Uchida Tomoya, Matsuo Tomoyuki, Sakata Jun, Yamaguchi Haruno, Nishizawa Izumi, Sakai Tadahiro
Department of Health and Sport Sciences, Graduate School of Medicine, Osaka University, Toyonaka, Japan; Toyota Athlete Support Center, Toyota Memorial Hospital, Toyota, Japan.
Department of Health and Sport Sciences, Graduate School of Medicine, Osaka University, Toyonaka, Japan.
J Shoulder Elbow Surg. 2025 Apr;34(4):962-970. doi: 10.1016/j.jse.2024.07.026. Epub 2024 Sep 7.
The posterosuperior humeral head contacts the glenoid during pitching. While magnetic resonance imaging often detects abnormalities in the posterosuperior humeral head of baseball pitchers, ultrasonography may also be effective in identifying these abnormalities. However, studies on such abnormalities in asymptomatic players are limited. Thus, this study aimed to determine the prevalence of abnormal findings in the humeral head using ultrasonography in asymptomatic collegiate baseball pitchers.
We utilized ultrasonography to assess abnormal findings in the humeral head, defined as a break in continuity or an irregular surface around the infraspinatus insertion, in 33 college baseball pitchers (pitcher group) and 30 college students without experience in overhead sports (control group).
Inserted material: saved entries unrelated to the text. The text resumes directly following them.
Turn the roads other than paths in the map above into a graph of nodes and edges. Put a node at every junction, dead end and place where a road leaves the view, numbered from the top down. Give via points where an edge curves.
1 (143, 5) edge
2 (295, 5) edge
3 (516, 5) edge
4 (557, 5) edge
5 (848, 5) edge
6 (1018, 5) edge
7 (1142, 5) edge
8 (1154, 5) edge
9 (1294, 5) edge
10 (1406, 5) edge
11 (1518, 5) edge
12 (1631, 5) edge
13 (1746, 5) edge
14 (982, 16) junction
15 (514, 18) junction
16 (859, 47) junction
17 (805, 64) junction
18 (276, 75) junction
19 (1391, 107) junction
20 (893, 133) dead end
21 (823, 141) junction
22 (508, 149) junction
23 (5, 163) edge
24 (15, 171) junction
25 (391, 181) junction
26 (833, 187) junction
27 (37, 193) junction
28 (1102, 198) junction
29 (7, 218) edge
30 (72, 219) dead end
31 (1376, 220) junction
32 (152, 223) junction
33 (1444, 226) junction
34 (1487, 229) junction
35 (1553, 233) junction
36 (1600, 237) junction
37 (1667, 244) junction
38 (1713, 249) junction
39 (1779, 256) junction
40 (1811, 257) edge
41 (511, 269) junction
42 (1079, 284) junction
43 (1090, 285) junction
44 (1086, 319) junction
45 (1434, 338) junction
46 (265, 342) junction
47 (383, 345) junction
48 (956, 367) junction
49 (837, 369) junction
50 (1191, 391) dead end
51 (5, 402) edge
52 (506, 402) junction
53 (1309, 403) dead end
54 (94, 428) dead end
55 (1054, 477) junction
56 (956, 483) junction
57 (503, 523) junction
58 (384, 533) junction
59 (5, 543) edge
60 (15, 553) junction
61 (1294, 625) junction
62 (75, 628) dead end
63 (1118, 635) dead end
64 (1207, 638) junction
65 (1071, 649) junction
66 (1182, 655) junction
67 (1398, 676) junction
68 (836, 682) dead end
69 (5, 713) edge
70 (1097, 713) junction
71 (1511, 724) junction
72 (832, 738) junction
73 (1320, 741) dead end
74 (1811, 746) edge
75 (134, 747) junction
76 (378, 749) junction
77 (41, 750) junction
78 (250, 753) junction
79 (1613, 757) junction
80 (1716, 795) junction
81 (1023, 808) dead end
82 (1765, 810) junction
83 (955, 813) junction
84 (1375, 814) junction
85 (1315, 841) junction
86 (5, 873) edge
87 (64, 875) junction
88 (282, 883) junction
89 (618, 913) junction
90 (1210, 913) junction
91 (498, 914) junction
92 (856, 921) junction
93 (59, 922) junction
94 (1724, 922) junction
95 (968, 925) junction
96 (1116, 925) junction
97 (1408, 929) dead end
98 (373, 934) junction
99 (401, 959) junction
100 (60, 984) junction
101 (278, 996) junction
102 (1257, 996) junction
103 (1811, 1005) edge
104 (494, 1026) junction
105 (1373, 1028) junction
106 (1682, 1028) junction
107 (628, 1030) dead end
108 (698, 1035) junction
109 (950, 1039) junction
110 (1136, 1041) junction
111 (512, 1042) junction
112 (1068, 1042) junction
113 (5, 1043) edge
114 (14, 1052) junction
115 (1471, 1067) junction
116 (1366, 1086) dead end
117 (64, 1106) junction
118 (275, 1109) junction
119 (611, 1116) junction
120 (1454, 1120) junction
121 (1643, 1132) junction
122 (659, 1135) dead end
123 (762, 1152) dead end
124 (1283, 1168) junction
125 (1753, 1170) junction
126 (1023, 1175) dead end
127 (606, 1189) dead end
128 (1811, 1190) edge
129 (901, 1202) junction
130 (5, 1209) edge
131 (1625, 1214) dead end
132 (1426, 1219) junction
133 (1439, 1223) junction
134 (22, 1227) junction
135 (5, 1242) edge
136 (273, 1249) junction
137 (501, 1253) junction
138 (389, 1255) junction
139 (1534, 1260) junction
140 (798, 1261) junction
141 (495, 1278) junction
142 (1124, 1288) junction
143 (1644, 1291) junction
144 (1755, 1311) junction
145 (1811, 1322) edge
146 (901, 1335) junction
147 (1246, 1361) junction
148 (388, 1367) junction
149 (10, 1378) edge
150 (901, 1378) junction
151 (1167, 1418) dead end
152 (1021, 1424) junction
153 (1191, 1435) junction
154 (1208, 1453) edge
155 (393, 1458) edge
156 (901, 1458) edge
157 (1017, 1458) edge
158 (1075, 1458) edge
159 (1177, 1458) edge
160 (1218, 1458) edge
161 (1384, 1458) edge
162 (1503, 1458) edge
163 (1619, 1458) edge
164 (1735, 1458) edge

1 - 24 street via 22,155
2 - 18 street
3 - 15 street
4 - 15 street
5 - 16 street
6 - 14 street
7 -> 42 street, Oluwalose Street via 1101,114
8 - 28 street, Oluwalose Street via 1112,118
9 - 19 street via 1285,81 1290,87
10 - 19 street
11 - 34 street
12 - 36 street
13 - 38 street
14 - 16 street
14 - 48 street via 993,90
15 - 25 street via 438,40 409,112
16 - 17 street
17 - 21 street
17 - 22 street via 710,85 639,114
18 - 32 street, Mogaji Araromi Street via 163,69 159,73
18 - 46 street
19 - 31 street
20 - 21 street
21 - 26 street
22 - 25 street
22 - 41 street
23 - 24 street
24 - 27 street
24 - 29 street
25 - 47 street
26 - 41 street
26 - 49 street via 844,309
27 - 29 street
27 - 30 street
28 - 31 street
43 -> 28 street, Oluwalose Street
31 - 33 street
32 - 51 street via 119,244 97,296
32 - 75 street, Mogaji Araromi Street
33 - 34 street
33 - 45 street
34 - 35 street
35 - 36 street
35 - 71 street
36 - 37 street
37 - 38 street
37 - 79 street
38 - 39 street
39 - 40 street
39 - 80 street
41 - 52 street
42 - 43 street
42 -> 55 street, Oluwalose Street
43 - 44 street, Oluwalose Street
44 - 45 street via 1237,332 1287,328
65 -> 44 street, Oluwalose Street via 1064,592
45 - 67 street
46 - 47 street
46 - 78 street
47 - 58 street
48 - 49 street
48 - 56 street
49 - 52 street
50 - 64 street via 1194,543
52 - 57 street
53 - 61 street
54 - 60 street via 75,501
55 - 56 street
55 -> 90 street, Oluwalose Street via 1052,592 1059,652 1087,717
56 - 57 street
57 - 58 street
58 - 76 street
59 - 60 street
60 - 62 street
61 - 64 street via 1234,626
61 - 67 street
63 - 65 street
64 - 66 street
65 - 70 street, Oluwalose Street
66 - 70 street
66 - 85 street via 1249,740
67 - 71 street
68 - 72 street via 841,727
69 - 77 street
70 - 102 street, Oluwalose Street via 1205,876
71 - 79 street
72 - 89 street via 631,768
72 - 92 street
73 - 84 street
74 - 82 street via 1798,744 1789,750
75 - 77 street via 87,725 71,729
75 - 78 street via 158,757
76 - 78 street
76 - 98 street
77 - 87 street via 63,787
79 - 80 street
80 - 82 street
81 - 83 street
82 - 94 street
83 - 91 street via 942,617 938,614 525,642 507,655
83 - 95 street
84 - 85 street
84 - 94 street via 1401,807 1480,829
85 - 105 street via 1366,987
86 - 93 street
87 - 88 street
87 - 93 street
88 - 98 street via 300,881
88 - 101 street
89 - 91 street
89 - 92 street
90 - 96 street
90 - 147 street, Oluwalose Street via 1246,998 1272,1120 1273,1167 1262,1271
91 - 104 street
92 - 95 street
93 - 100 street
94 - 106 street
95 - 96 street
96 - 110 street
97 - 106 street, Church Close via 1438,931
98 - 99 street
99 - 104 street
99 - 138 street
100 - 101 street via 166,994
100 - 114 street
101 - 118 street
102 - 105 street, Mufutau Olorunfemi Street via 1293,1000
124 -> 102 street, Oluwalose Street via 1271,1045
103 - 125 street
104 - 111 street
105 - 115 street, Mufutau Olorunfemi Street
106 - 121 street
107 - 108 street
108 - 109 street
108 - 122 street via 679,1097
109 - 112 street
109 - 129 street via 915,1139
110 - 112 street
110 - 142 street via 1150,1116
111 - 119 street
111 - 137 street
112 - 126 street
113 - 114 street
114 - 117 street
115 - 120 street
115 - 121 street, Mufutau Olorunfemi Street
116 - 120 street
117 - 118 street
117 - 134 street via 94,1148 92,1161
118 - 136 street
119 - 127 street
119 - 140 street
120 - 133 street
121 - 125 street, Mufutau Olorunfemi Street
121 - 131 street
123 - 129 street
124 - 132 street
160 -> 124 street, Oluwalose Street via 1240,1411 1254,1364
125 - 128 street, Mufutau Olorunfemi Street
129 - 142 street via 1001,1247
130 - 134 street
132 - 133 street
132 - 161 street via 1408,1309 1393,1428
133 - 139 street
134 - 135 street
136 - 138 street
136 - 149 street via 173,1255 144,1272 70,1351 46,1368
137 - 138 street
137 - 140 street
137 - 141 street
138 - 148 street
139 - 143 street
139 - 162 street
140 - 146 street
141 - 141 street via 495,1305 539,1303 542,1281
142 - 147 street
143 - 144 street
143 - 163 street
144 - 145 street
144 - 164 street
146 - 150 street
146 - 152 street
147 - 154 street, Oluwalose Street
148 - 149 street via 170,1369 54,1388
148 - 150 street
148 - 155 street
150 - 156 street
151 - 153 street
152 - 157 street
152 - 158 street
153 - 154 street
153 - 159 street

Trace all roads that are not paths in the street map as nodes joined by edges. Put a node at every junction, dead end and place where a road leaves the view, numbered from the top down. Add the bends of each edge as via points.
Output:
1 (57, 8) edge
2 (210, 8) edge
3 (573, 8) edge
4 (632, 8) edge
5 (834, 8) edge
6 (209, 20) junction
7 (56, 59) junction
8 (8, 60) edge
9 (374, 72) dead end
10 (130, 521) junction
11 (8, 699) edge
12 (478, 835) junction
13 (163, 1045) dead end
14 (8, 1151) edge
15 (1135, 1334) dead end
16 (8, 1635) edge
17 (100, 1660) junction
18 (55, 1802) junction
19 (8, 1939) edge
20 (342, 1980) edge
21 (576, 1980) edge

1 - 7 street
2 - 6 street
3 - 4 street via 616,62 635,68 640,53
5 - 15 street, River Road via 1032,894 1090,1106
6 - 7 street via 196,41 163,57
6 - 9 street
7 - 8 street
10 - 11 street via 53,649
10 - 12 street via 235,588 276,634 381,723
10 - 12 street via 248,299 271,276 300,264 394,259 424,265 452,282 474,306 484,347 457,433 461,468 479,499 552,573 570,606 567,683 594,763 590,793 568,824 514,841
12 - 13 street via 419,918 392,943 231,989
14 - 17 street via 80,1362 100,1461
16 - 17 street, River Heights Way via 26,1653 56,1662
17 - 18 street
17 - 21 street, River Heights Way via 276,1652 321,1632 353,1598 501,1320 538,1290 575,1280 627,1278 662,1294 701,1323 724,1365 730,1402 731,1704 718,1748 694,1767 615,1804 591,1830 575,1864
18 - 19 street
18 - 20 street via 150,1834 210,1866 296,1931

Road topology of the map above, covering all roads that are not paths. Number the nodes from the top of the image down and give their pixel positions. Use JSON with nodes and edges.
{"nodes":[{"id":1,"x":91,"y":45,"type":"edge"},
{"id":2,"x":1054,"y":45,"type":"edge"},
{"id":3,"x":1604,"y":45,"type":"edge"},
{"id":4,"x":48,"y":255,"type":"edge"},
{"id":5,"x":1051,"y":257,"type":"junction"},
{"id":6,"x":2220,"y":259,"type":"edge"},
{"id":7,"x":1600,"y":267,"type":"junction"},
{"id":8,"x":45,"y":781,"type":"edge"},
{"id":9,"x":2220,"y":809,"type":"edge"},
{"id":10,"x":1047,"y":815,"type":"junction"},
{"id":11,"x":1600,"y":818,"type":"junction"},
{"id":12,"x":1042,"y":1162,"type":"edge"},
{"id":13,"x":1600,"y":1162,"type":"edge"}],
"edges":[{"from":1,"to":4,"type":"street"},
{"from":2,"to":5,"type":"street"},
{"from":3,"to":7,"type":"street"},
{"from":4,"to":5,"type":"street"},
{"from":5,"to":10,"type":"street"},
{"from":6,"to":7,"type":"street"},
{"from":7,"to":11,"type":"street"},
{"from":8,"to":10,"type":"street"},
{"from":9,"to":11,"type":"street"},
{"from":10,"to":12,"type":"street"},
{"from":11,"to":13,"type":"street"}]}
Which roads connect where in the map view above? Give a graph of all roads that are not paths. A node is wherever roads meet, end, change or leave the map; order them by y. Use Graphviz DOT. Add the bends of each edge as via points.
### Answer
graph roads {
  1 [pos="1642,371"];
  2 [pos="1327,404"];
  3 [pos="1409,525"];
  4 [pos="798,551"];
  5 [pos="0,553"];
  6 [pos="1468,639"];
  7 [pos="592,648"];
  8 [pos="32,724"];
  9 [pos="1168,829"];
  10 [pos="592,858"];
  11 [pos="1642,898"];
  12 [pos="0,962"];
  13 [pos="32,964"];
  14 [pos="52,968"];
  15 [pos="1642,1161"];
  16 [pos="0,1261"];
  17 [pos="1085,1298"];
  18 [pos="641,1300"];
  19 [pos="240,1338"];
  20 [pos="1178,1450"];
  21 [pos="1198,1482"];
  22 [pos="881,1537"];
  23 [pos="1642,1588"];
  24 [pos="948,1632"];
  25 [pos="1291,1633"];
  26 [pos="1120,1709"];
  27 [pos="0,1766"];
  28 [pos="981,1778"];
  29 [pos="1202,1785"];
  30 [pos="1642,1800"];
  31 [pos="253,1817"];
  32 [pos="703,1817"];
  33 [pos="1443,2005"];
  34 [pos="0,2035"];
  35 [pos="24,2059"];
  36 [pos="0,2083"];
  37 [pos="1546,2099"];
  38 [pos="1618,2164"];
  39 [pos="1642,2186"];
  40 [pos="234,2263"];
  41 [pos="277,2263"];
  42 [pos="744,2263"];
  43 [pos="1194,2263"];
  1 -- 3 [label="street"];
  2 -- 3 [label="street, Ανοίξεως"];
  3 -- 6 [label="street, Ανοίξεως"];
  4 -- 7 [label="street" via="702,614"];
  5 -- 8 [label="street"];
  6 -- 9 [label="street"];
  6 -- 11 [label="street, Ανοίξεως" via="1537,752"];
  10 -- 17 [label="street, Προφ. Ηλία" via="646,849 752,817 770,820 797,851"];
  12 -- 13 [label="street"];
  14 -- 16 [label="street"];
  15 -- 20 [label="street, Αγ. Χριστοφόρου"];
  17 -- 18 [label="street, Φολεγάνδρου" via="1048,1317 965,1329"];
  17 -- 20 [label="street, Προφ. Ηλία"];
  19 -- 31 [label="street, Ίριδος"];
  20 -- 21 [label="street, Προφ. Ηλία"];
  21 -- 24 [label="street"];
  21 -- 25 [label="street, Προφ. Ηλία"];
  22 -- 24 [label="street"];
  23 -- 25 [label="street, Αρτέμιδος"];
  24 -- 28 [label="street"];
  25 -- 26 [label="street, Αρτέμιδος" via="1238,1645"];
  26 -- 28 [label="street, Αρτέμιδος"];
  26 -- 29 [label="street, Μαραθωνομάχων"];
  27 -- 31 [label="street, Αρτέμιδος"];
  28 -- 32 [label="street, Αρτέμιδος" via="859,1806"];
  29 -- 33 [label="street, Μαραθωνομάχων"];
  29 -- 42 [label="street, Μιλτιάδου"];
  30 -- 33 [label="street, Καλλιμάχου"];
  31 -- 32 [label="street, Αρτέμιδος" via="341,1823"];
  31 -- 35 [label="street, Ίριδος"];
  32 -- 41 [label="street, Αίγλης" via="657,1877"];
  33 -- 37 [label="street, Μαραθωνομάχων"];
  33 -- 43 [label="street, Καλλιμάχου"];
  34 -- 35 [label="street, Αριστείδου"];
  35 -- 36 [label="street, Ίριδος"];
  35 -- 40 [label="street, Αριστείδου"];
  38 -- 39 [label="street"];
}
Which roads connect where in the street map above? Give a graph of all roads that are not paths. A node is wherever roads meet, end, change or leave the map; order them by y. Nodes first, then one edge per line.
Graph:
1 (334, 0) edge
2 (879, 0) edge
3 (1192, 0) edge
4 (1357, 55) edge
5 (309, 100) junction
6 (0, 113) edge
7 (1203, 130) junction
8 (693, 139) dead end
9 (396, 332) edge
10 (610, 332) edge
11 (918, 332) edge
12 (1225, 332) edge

For 11 of the 33 pitchers, computed tomography-like images were used to locate the abnormalities. The location was quantitatively identified in the axial plane using a clock system, with the bicipital groove designated as 12 o'clock, and qualitatively assessed in the sagittal plane. Shoulder internal and external rotation ranges of motion (IR and ER ROMs) and humeral retroversion were measured using an inclinometer. The prevalence of abnormalities among the 4 subgroups (throwing and nonthrowing shoulders of the pitcher group and dominant and nondominant shoulders of the control group) was compared using the Fisher's exact test. A paired t-test was also performed to compare the IR and ER ROMs, as well as the humeral retroversion between each group's throwing (dominant) and nonthrowing (nondominant) sides.
The prevalence of abnormalities was significantly higher (76%) in the throwing shoulder of the pitcher group than in the other shoulder groups (<.001). The mean position of the humeral head abnormalities in the axial plane was 8:32 ± 0:21 in the clock system, with all abnormalities located at the infraspinatus insertion on the greater tuberosity in the sagittal plane according to CT-like image analysis. While ER ROM and humeral retroversion were greater in the throwing shoulder, IR ROM was less than that in the non-throwing shoulder in the pitcher group (<.001).
Ultrasonographic assessments revealed a higher prevalence of abnormalities in humeral head for asymptomatic collegiate baseball pitchers. Repetitive throwing motions may lead not only to adaptations in the ROM of the shoulder joint but also to abnormalities in the humeral head. Thus, ultrasonography may help identify asymptomatic baseball players with physiological internal impingement.
在投球过程中,肱骨头后上部与关节盂相接触。虽然磁共振成像常常能检测出棒球投手肱骨头后上部的异常,但超声检查在识别这些异常方面可能也很有效。然而,关于无症状运动员此类异常的研究有限。因此,本研究旨在通过超声检查确定无症状大学棒球投手肱骨头异常发现的患病率。
我们利用超声检查评估了33名大学棒球投手(投手组)和30名无过头运动经验的大学生(对照组)肱骨头的异常发现,异常发现定义为冈下肌附着处连续性中断或表面不规则。对于33名投手中的11名,使用类似计算机断层扫描的图像来定位异常。在轴向平面上使用时钟系统对位置进行定量识别,将二头肌沟指定为12点,并在矢状平面上进行定性评估。使用倾角仪测量肩部内旋和外旋活动范围(IR和ER ROM)以及肱骨后倾。使用Fisher精确检验比较4个亚组(投手组的投球肩和非投球肩以及对照组的优势肩和非优势肩)中异常的患病率。还进行了配对t检验,以比较每组投球(优势)侧和非投球(非优势)侧的IR和ER ROM以及肱骨后倾。
投手组投球肩的异常患病率(76%)显著高于其他肩组(<.001)。根据类似CT图像分析,在时钟系统中,肱骨头异常在轴向平面的平均位置为8:32 ± 0:21,在矢状平面上所有异常均位于大结节上的冈下肌附着处。虽然投手组投球肩的ER ROM和肱骨后倾更大,但IR ROM小于非投球肩(<.001)。
超声检查评估显示,无症状大学棒球投手肱骨头异常的患病率较高。重复性投球动作不仅可能导致肩关节活动范围的适应性变化,还可能导致肱骨头异常。因此,超声检查可能有助于识别患有生理性内部撞击的无症状棒球运动员。